Abro uma porta aqui e outra ali, já ficando frustrada por não encontrar o cômodo que queria. O espaço diante da minha visão se abre e posso ver um balcão de mármore cheio de frutas aparentemente suculentas. Mas eram tão leves que mais parecia isopor, o que me levava a crer que não eram de verdade. Logo atrás do balcão há uma porta enorme. Ando até a mesma e, ao abrir, meus olhos brilham. Há exatamente três geladeiras de duas portas cada, dois fogões enormes, uma mesa embutida de inox e uma porta branca que imagino ser a dispensa. Tudo dentro dessa cozinha varia de cinza e branco. A cozinha também é gelada.
Ando até as geladeiras enormes e abro-as para vasculhar o que dentro delas tinha. Uma das geladeiras continha apenas frutas e legumes. A outra continha apenas doces e a outra tinha bebidas e tudo que eu precisava para a minha refeição. Pego os ingredientes necessários para fazer um bom sanduíche e os coloco sobre a mesa. Preparando aquilo que iria acabar com a minha fome e me deixar dormir. Não poupo colocar ingredientes e deixo meu sanduíche enorme, equivalente a uns dois sanduíches em um só. Pego o maior copo dali e vasculho a geladeira de bebidas, procurando algo bom para acompanhar. Opto por um suco de limão.

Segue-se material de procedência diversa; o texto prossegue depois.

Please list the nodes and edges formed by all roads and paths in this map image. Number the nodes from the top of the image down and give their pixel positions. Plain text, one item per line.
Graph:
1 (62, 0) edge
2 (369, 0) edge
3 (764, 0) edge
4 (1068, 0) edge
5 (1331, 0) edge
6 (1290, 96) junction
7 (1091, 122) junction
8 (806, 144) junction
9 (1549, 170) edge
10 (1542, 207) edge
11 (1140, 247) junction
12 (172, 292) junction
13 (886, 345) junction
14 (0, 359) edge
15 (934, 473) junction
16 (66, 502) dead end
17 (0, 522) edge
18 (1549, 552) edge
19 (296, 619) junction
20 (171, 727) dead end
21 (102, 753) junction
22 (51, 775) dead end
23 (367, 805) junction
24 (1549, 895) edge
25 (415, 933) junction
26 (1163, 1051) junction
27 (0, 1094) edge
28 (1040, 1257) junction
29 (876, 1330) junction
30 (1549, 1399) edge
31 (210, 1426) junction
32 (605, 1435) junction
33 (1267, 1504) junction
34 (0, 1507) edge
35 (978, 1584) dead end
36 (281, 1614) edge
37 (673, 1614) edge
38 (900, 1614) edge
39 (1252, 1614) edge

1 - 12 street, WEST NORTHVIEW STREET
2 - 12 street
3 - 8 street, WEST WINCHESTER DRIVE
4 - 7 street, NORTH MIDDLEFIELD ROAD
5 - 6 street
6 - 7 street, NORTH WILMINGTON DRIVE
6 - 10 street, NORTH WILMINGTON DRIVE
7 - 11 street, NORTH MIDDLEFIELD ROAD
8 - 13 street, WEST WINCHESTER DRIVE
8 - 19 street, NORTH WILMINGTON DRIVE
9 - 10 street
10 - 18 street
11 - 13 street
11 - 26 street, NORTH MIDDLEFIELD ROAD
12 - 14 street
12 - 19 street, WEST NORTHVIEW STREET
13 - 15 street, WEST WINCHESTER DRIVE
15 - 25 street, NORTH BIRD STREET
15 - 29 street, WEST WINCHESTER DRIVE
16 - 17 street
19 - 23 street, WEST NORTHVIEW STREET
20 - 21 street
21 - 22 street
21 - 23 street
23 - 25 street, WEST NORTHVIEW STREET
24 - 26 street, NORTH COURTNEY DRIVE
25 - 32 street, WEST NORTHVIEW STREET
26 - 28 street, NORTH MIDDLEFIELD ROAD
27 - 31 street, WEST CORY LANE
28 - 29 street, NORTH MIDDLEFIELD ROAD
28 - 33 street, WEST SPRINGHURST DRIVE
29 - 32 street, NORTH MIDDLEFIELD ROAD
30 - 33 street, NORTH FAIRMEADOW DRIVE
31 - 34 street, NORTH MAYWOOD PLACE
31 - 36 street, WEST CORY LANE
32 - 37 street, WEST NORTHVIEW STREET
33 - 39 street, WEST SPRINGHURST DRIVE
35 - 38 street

Me sento no chão ao pé da mesa, onde pudesse comer escondido, e devoro meu sanduíche com ferocidade. Tudo estava em silêncio até então. Apenas a chuva suave caia lá fora e, vez ou outra, trovões rugiam. Nada que me assustasse ou fizesse o chão estremecer. Porém, ouço um breve som agudo vindo do outro lado da cozinha. Imediatamente paro de comer meu sanduíche e tento não fazer barulho. O som está mais alto. Deixo o prato com o que resta do meu sanduíche de lado e engatinho abaixada para ver o que estava acontecendo.

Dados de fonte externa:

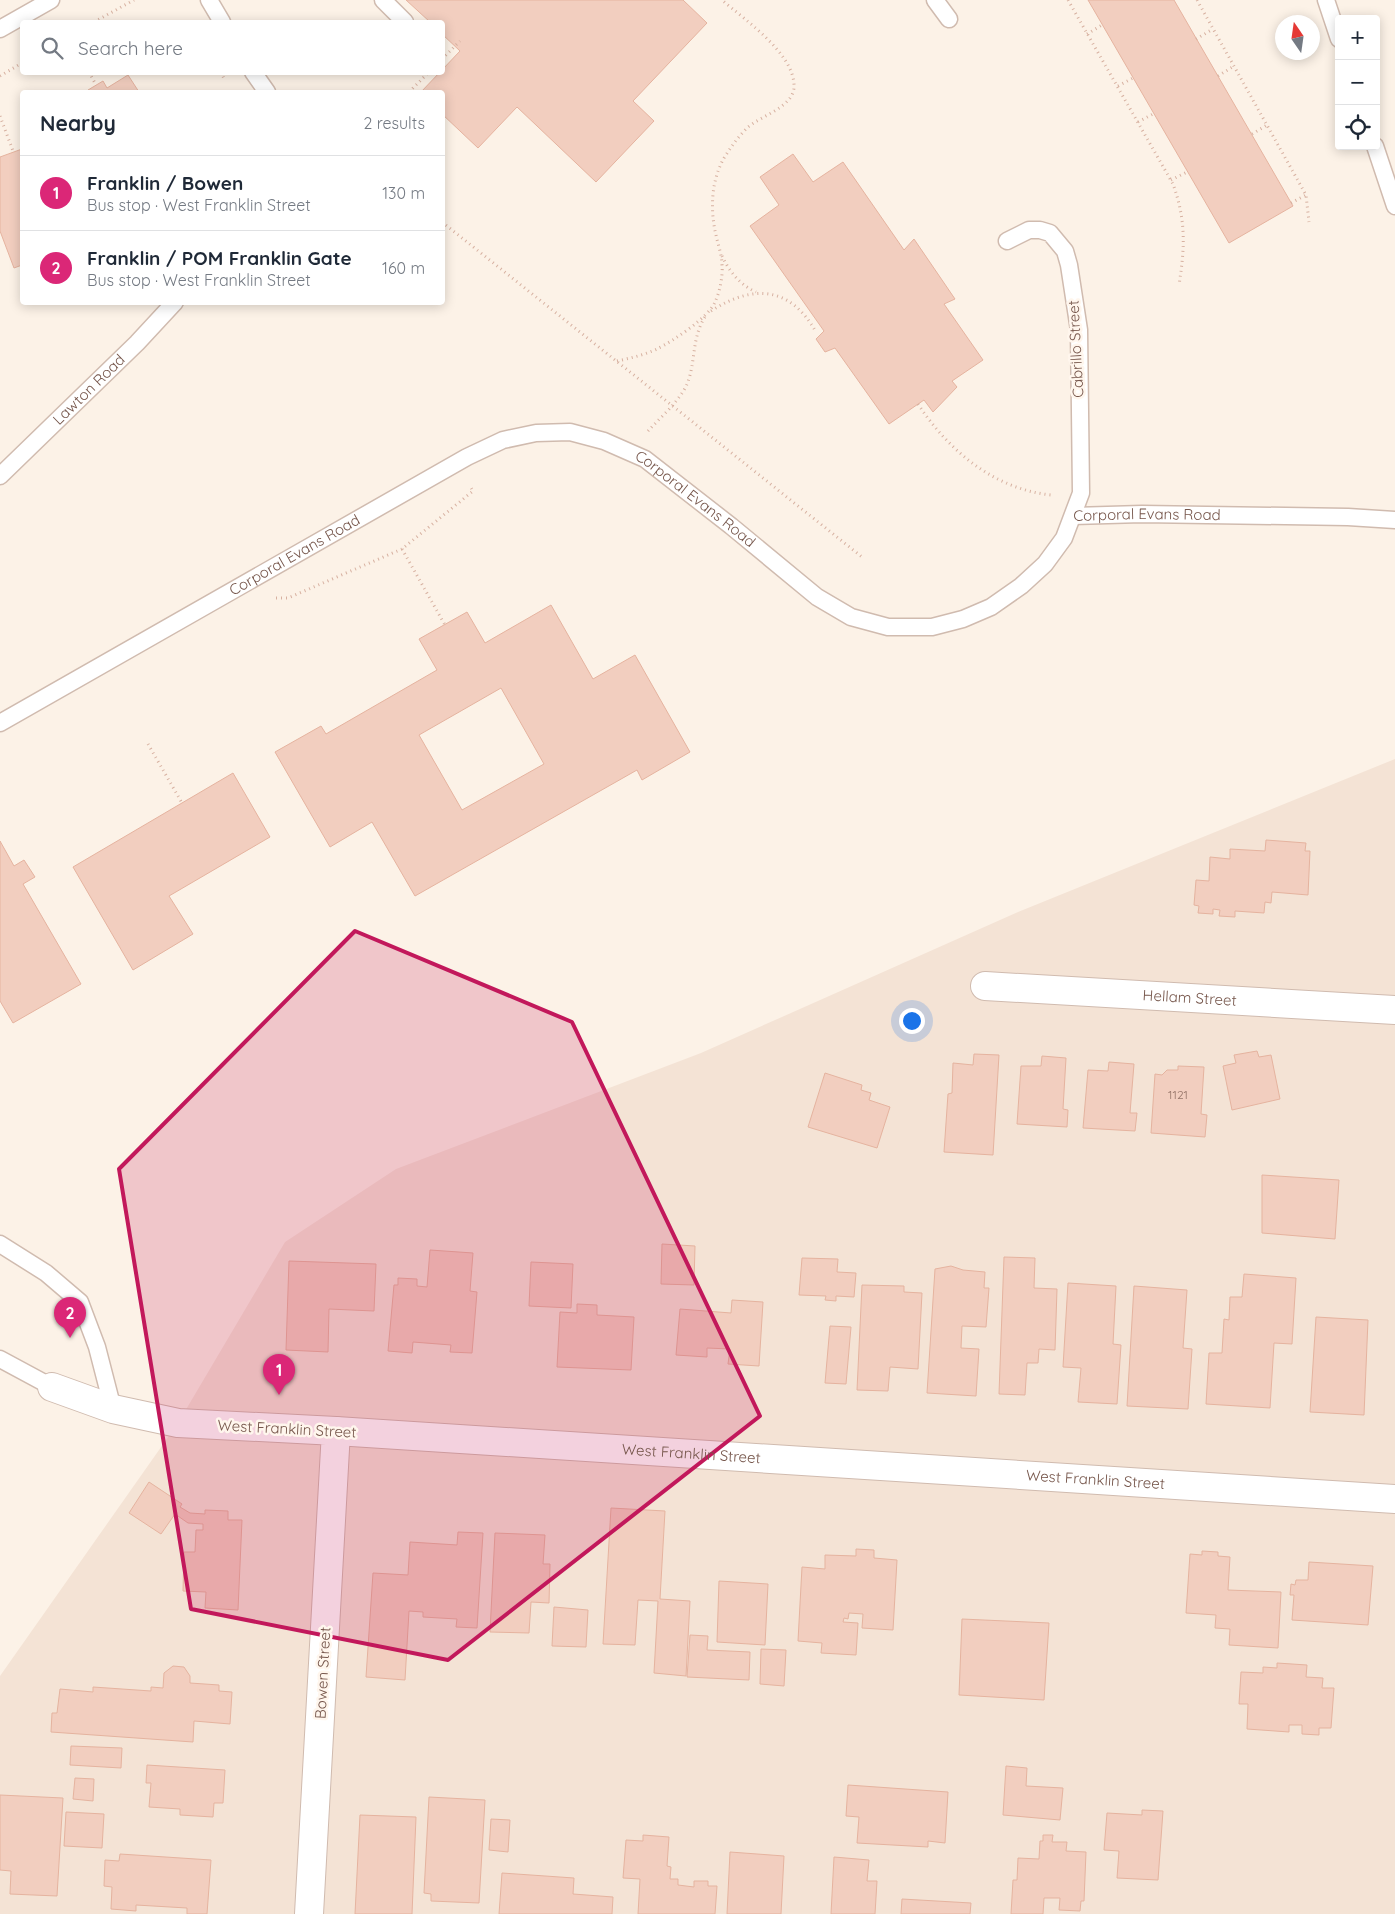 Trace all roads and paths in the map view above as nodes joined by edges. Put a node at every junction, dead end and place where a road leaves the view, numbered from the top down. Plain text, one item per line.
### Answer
1 (51, 0) edge
2 (134, 0) edge
3 (209, 0) edge
4 (383, 0) edge
5 (722, 0) edge
6 (935, 0) edge
7 (1068, 0) edge
8 (1197, 0) edge
9 (1326, 0) edge
10 (949, 19) dead end
11 (98, 20) edge
12 (221, 20) edge
13 (403, 20) edge
14 (1102, 25) dead end
15 (1335, 27) edge
16 (0, 28) edge
17 (1213, 29) junction
18 (1087, 34) junction
19 (1196, 39) dead end
20 (460, 41) dead end
21 (445, 56) edge
22 (20, 64) edge
23 (1234, 66) junction
24 (91, 75) edge
25 (255, 75) edge
26 (426, 75) edge
27 (0, 76) edge
28 (1218, 76) dead end
29 (1133, 78) dead end
30 (96, 85) dead end
31 (1118, 86) junction
32 (266, 90) edge
33 (411, 90) edge
34 (1153, 114) dead end
35 (0, 116) edge
36 (1138, 122) junction
37 (1267, 125) junction
38 (1252, 134) dead end
39 (1376, 150) edge
40 (13, 151) dead end
41 (1187, 172) dead end
42 (1171, 180) junction
43 (1306, 195) junction
44 (1291, 202) dead end
45 (1395, 206) edge
46 (1309, 222) dead end
47 (445, 224) edge
48 (1006, 241) dead end
49 (720, 253) junction
50 (1179, 285) dead end
51 (759, 293) junction
52 (172, 305) edge
53 (707, 313) junction
54 (816, 332) dead end
55 (617, 361) junction
56 (918, 404) dead end
57 (672, 406) junction
58 (648, 431) dead end
59 (0, 476) edge
60 (470, 486) dead end
61 (1080, 496) junction
62 (1073, 516) junction
63 (1395, 520) edge
64 (402, 549) junction
65 (862, 558) dead end
66 (223, 596) junction
67 (445, 625) dead end
68 (0, 723) edge
69 (148, 744) dead end
70 (182, 803) dead end
71 (985, 986) dead end
72 (1395, 1010) edge
73 (0, 1244) edge
74 (0, 1359) edge
75 (52, 1387) joint
76 (113, 1409) junction
77 (336, 1431) junction
78 (1395, 1499) edge
79 (309, 1914) edge

1 - 16 lane
2 - 11 path
3 - 12 lane
4 - 13 lane
5 - 49 path
6 - 10 lane
7 - 18 path
8 - 17 path
9 - 15 lane
14 - 18 path
17 - 19 path
17 - 23 path
18 - 31 path
20 - 21 path
22 - 27 path
23 - 28 path
23 - 37 path
24 - 30 path
25 - 32 lane
26 - 33 path
29 - 31 path
31 - 36 path
34 - 36 path
35 - 40 path
36 - 42 path
37 - 38 path
37 - 43 path
39 - 45 lane
41 - 42 path
42 - 50 path
43 - 44 path
43 - 46 path
47 - 55 path
48 - 61 lane, Cabrillo Street
49 - 51 path
49 - 53 path
51 - 53 path
51 - 54 path
52 - 59 lane, Lawton Road
53 - 55 path
53 - 57 path
55 - 57 path
56 - 61 path
57 - 58 path
57 - 65 path
60 - 64 path
61 - 62 lane, Cabrillo Street
62 - 63 lane, Corporal Evans Road
62 - 66 lane, Corporal Evans Road
64 - 66 path
64 - 67 path
66 - 68 lane, Corporal Evans Road
69 - 70 path
71 - 72 street, Hellam Street
73 - 76 lane
74 - 75 lane, West Franklin Street
75 - 76 street, West Franklin Street
76 - 77 street, West Franklin Street
77 - 78 street, West Franklin Street
77 - 79 street, Bowen Street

— Invasor! — quase grito, mas tapo minha boca com as mãos.
Engoli o pedaço de sanduíche que ainda estava em minha boca e o mesmo está seco. O invasor está todo de preto e muito molhado. Abriu a janela da cozinha e está tentando adentrar a casa. Continuo onde estou, ouvindo a janela se fechar. Minhas pernas tremem e meus dentes parecem bater uns nos outros, tamanho o meu medo nesse exato momento.
Olho para um lado e para o outro, não há nada com o que eu possa me defender a não ser o prato e o copo onde estava fazendo minha refeição até agora a pouco, antes de ser interrompida. Sem pensar duas vezes, pego o prato, jogando no chão o que sobrou do sanduíche. Prendo a respiração, ouvindo seus passos próximo à mesa de inox. Seus sapatos estão encharcados de água, o que faz com que seus pés façam sons assustadores.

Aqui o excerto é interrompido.